13. Independent Analysis of Each Participant. Participant B acknowledges that it has, independently and without reliance upon representations made by Participant A (except to the extent expressly set forth herein) and Participant B acknowledges and agrees that any information provided to it and based on such documents and information as Participant B has deemed appropriate, made its own credit analysis and decision to purchase its Participation Interest. Participant B acknowledges that Participant A shall not have any responsibility for (i) the collectability of the Loan, (ii) the execution, validity, enforceability or legal effect of any of the Loan Documents, (iii) the validity, sufficiency, priority or effectiveness of the lien created or to be created by the Loan Documents, or (iv) the financial condition of Borrower or any guarantor; and that except as expressly set forth herein, Participant A has not made any representations or warranties with respect to the Loan, the Property or Borrower. Each Participant assumes all risk of loss in connection with its Participation Interest from the failure or refusal of Borrower to pay interest, principal or other amounts due under the Loan, defaults by Borrower under the Loan Documents or the unenforceability of any of the Loan Documents.

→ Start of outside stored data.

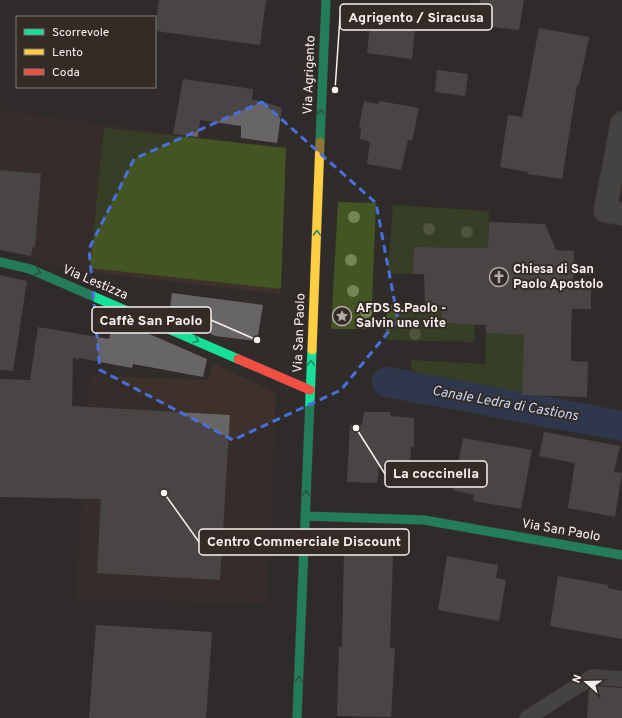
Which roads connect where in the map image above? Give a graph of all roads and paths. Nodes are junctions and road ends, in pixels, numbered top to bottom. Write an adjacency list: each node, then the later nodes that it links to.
1 (326, 0): 3 (main road, Via Agrigento, one-way to 1)
2 (622, 123): 4 (street)
3 (320, 151): 6 (main road, Via San Paolo, one-way to 3)
4 (614, 212)
5 (0, 262): 6 (main road, Via Lestizza, one-way to 6)
6 (310, 390): 7 (main road, Via San Paolo, one-way to 6)
7 (305, 516): 8 (main road, Via San Paolo); 10 (main road, Via San Paolo, one-way to 7)
8 (622, 555)
9 (622, 679): 11 (lane)
10 (297, 718)
11 (527, 718)

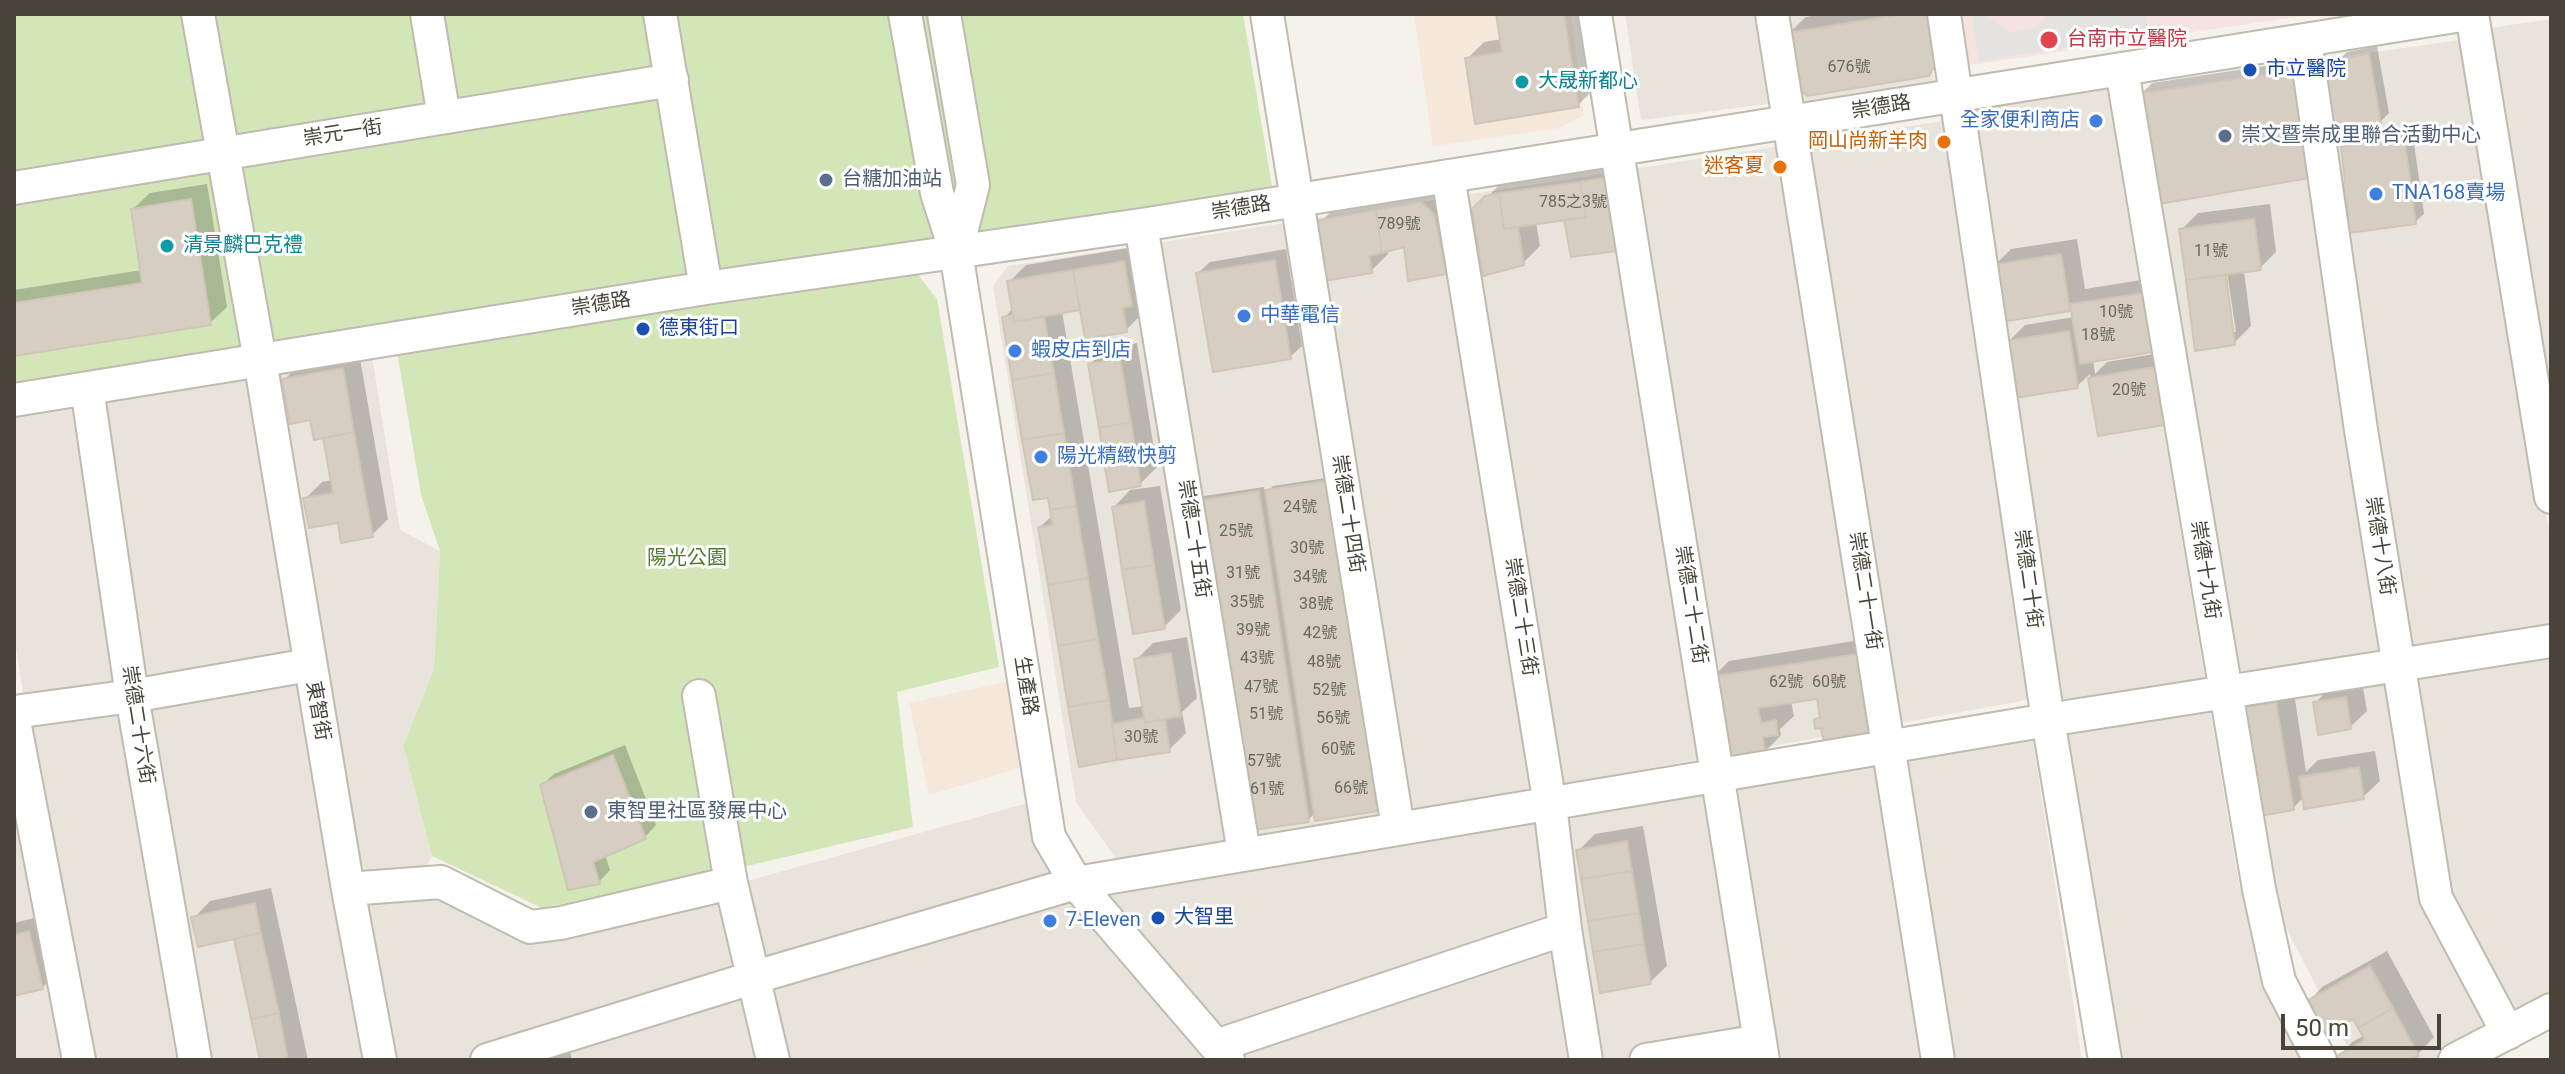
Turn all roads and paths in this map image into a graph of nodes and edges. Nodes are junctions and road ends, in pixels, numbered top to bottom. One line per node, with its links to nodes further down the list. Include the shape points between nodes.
1 (198, 14): 18 (street, 東智街)
2 (427, 14): 15 (street)
3 (660, 14): 13 (street)
4 (905, 14): 23 (street, 生產路, via 937,193)
5 (944, 14): 23 (street, 生產路, via 973,185)
6 (1267, 14): 21 (street, 崇德二十四街)
7 (1595, 14): 17 (street, 崇德二十二街)
8 (1772, 14): 16 (street, 崇德二十一街)
9 (1944, 14): 14 (street, 崇德二十街)
10 (2470, 14): 11 (street, 崇德路); 28 (street)
11 (2305, 41): 12 (street, 崇德路); 31 (street, 崇德十八街)
12 (2122, 70): 14 (street, 崇德路); 32 (street, 崇德十九街)
13 (672, 80): 15 (street, 崇元一街); 24 (street)
14 (1956, 97): 16 (street, 崇德路); 36 (street, 崇德二十街)
15 (444, 117): 18 (street, 崇元一街)
16 (1789, 122): 17 (street, 崇德路); 38 (street, 崇德二十一街)
17 (1619, 149): 19 (street, 崇德路); 39 (street, 崇德二十二街)
18 (222, 153): 20 (street, 崇元一街); 25 (street, 東智街)
19 (1448, 176): 21 (street, 崇德路); 40 (street, 崇德二十三街)
20 (14, 188)
21 (1296, 201): 22 (street, 崇德路); 41 (street, 崇德二十四街)
22 (1141, 225): 23 (street, 崇德路); 42 (street, 崇德二十五街)
23 (956, 252): 24 (street, 崇德路); 44 (street, 生產路, via 1049,837)
24 (706, 288): 25 (street, 崇德路)
25 (260, 360): 26 (street, 崇德路); 30 (street, 東智街)
26 (87, 388): 27 (street, 崇德路); 33 (street, 崇德二十六街)
27 (14, 400)
28 (2551, 497)
29 (2551, 641): 31 (street)
30 (309, 665): 33 (street); 45 (street, 東智街)
31 (2397, 665): 32 (street); 49 (street, 崇德十八街, via 2436,898)
32 (2225, 692): 36 (street); 61 (street, 崇德十九街, via 2279,981)
33 (132, 696): 35 (street); 53 (street, 崇德二十六街)
34 (699, 696): 43 (street)
35 (14, 712)
36 (2048, 720): 38 (street); 60 (street, 崇德二十街)
37 (14, 721): 52 (street)
38 (1889, 746): 39 (street); 59 (street, 崇德二十一街)
39 (1716, 775): 40 (street); 50 (street, 崇德二十二街)
40 (1550, 805): 41 (street); 46 (street, 崇德二十三街)
41 (1398, 828): 42 (street)
42 (1244, 853): 44 (street)
43 (731, 883): 45 (street, via 530,927 441,882); 47 (street)
44 (1076, 883): 47 (street); 51 (street, 生產路)
45 (348, 889): 54 (street, 東智街)
46 (1565, 929): 51 (street); 57 (street, 崇德二十三街)
47 (752, 978): 55 (street); 56 (street)
48 (2551, 1010): 49 (street)
49 (2508, 1033): 62 (street)
50 (1761, 1050): 58 (street)
51 (1222, 1053)
52 (79, 1060)
53 (195, 1060)
54 (380, 1060)
55 (487, 1060)
56 (773, 1060)
57 (1586, 1060)
58 (1646, 1060)
59 (1938, 1060)
60 (2105, 1060)
61 (2320, 1060)
62 (2455, 1060)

14. Limited Liability; Indemnity. Participant A and any director, officer, employee or agent thereof shall be indemnified and held harmless by Participant B on a pro rata basis according to its Pro Rata Share against any claim, action, suit, damage, loss, liability, cost or expense incurred (including reasonable attorneys’ fees, in connection with any claim, action, suit, investigation or proceeding and any expense for which Participant A has not been reimbursed by Borrower) arising out of or relating to this Agreement, Participant A’s performance hereunder, or any specific action which Participant A performs pursuant to this Agreement, as such are incurred, except for any loss, liability or expense incurred by reason of Participant A’s willful misconduct, bad faith or gross negligence. Notwithstanding the exception set forth in the preceding sentence, in the event that Participant A sustains any loss, liability or expense by reason of such exception and which results from any overcharges to Borrower under the Loan, to the extent that such overcharges were collected by Participant A and remitted to Participant B, Participant B shall promptly remit such overcharge to Borrower after receipt of written notice regarding such overcharge. In the case of any matter indemnified hereunder, Participant A shall, upon prior notice to Participant B, be indemnified first from amounts available to be distributed to Participant B and then from Participant B in accordance with its Pro Rata Share.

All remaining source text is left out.